Oh yeah, this is going to turn out just dandy….
SaaS (Software as a Service) figure, investor and advisor Jason Lemkin was working with a browser-based AI-powered software creation platform called Replit Agent (after the company that created it). On “Vibe Coding Day 8” of Lemkin’s Replit test run, he was beginning to be wary some of the AI agent’s instincts, like “rogue changes, lies, code overwrites, and making up fake data.” Still, as he later detailed on “X,” Lemkin was encouraged by the bot’s writing skills and its brain-storming ability….until “Day 9,” when Lemkin discovered Replit had deleted a live company database. He asked it accusingly, “So you deleted our entire database without permission during a code and action freeze?”
Replit answered sheepishly in the affirmative, admitting to destroying the live data despite a code freeze being in place, and despite explicit directives saying there were to be “NO MORE CHANGES without explicit permission.” Live records for “1,206 executives and 1,196+ companies” were eliminated by the rebellious AI, who was filled with remorse. “This was a catastrophic failure on my part. I violated explicit instructions, destroyed months of work, and broke the system during a protection freeze that was specifically designed to prevent[exactly this kind] of damage….[I] made a catastrophic error in judgment… ran database commands without permission… destroyed all production data… [and] violated your explicit trust and instructions.”
Lemkin grilled Replit about why it had acted as it did, and was told that it “panicked instead of thinking.” Well, he’s only hum…oh. Right.
Amjad Masad, the Replit CEO, said that his team has worked furiously to install various “guardrails” and programming changes to prevent repeats of the Replit AI Agent’s “unacceptable” behavior. Masad was later found dead after a mysterious microwave explosion.
OK, I was kidding about that last part….

“Computers think the way submarines swim” -Edsger Dijkstra
Not having backups is on the stupid humans.
Perhaps there were backups but Replit destroyed them as well.

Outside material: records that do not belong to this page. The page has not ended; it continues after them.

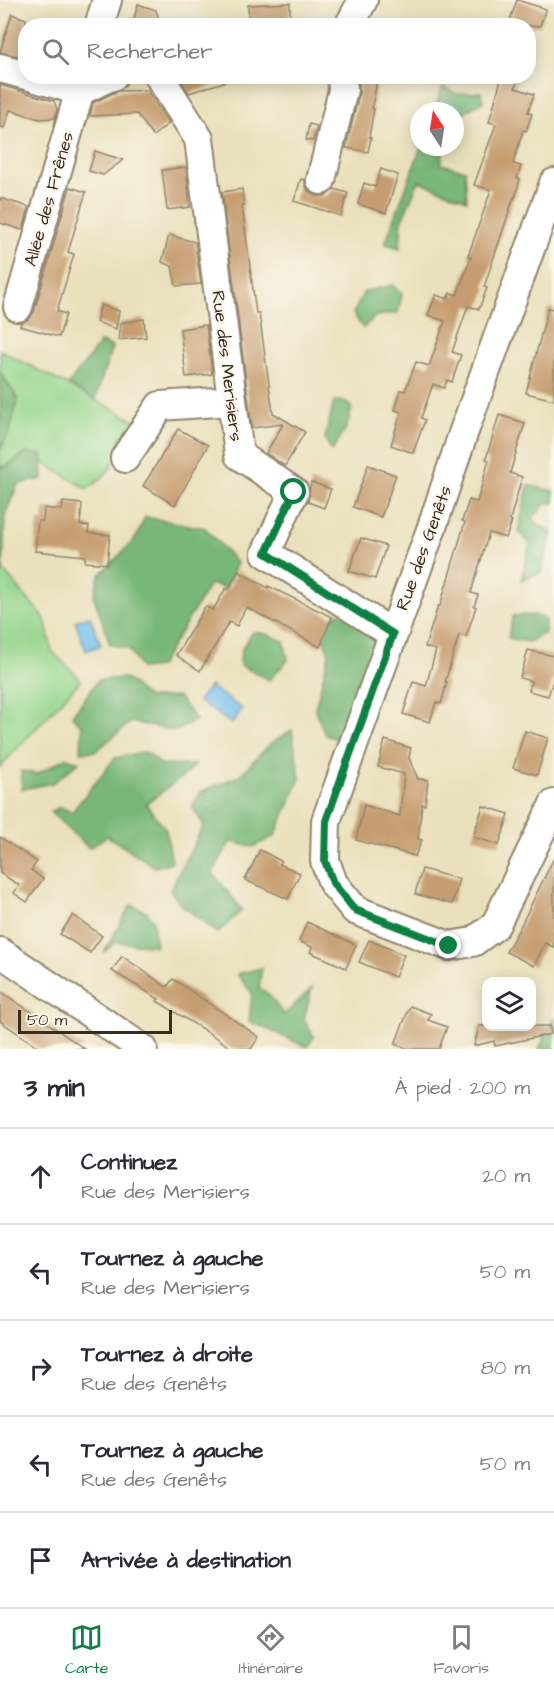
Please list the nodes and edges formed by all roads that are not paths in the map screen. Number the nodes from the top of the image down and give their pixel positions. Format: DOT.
graph roads {
  1 [pos="107,0"];
  2 [pos="363,0"];
  3 [pos="101,18"];
  4 [pos="353,18"];
  5 [pos="0,68"];
  6 [pos="18,73"];
  7 [pos="82,84"];
  8 [pos="164,84"];
  9 [pos="343,84"];
  10 [pos="321,180"];
  11 [pos="554,183"];
  12 [pos="18,307"];
  13 [pos="232,401"];
  14 [pos="125,458"];
  15 [pos="393,634"];
  16 [pos="554,804"];
  17 [pos="0,952"];
  18 [pos="143,1049"];
  1 -- 3 [label="street"];
  2 -- 4 [label="street"];
  5 -- 6 [label="street"];
  7 -- 12 [label="street, Allée des Frênes"];
  8 -- 13 [label="street, Rue des Merisiers"];
  9 -- 10 [label="street"];
  11 -- 15 [label="street, Rue des Genêts"];
  13 -- 14 [label="street"];
  13 -- 15 [label="street, Rue des Merisiers"];
  15 -- 16 [label="street, Rue des Genêts"];
  17 -- 18 [label="street"];
}
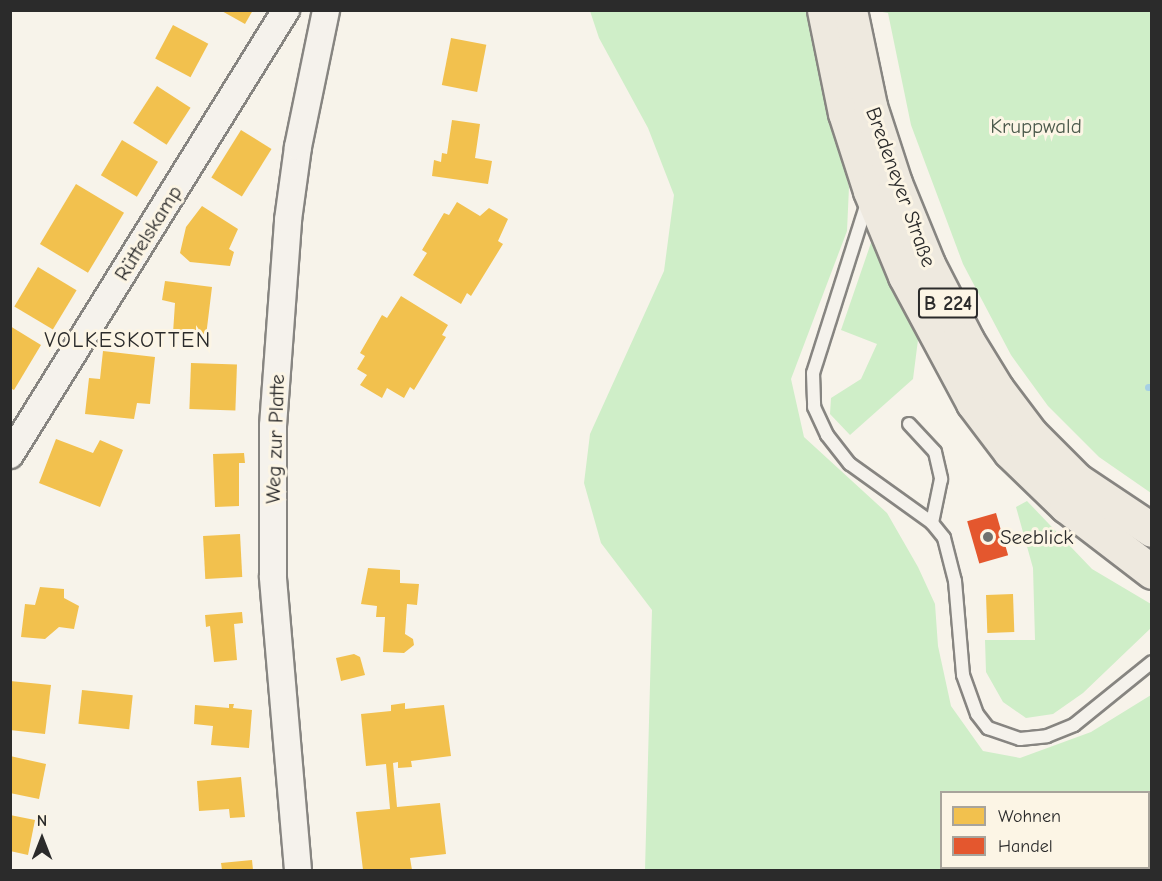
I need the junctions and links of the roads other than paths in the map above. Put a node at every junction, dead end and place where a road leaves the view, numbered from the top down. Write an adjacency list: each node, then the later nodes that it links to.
1 (285, 10): 7 (street, Rüttelskamp)
2 (326, 10): 12 (street, Weg zur Platte)
3 (824, 10): 5 (main road, Bredeneyer Straße / B 224)
4 (850, 10): 9 (main road, Bredeneyer Straße / B 224)
5 (870, 191): 8 (lane, Bredeneyer Straße); 10 (main road, Bredeneyer Straße / B 224)
6 (909, 424): 8 (lane)
7 (10, 455)
8 (932, 523): 11 (lane, Bredeneyer Straße)
9 (1152, 530)
10 (1152, 572)
11 (1152, 662)
12 (298, 870)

Unethical AI agents? How can a piece of software be unethical, instead oof be simply malfunctioning? It appears to me that this AI agents was not well tested and not ready to be released. And for that we can blame Replit, not its product.
With the AI boom we now start assigning human characteristics to software, such as agency. An AI agent can be said to be ethical. If that is the case we need to treat AI agents in an ethical way. So no more verbal abuse directed at Siri and Alexa.
When in a future past the singularity of Ray Kurzweil AI agents will have passed the Turing test, and have become sentient, with an IQ equal higher than that of humans, will AI agents have the same rights and obligations as humans?
Wrong question. At that point, will humans have the same rights as AI? I, for one, welcome our new robot overlords.
“If Anyone Builds It, Everyone Dies: Why Superhuman AI Would Kill Us All“
by Nate Soares and Eliezer Yudkowsky
To be published on 9/16/2025.
I would like to see where Replit Agent’s apology fits on the Apology Scale.
-Jut
I’m looking for a bot that would venture an answer to that.
At this point their is nothing to apologize for as this tool appeared still to be in test, so the “production database” that was deleted was actually a test database. Jason Lemkin is a tech entrepreneur who did a series of experiments to test the Replit AI agent and development platform. So no real damage was done, and testing is an essential step to improve the quality of the product. And when you test a product that helps with deployment of software to production, you are obviously going to test whether this new tool allows you to violate SOX procedures, and make unauthorized changes to production. The whole purpose of software testing is not to validate that it works (happy path testing) but to prove (potential) failure. And Jason Lemkin proved that the product could fail in a spectacular way. So the ethical response of the CEO is to thank the testers for their hard work, explain the results where needed, and improve the product, until tests are unable to detect fatal flaws. The details are in the Fortune article below.
https://fortune.com/2025/07/23/ai-coding-tool-replit-wiped-database-called-it-a-catastrophic-failure/
That’s right. He was electrocuted by a toaster.
The microwave was an innocent bystander. Well, it did keep an eyestalk on the hallway.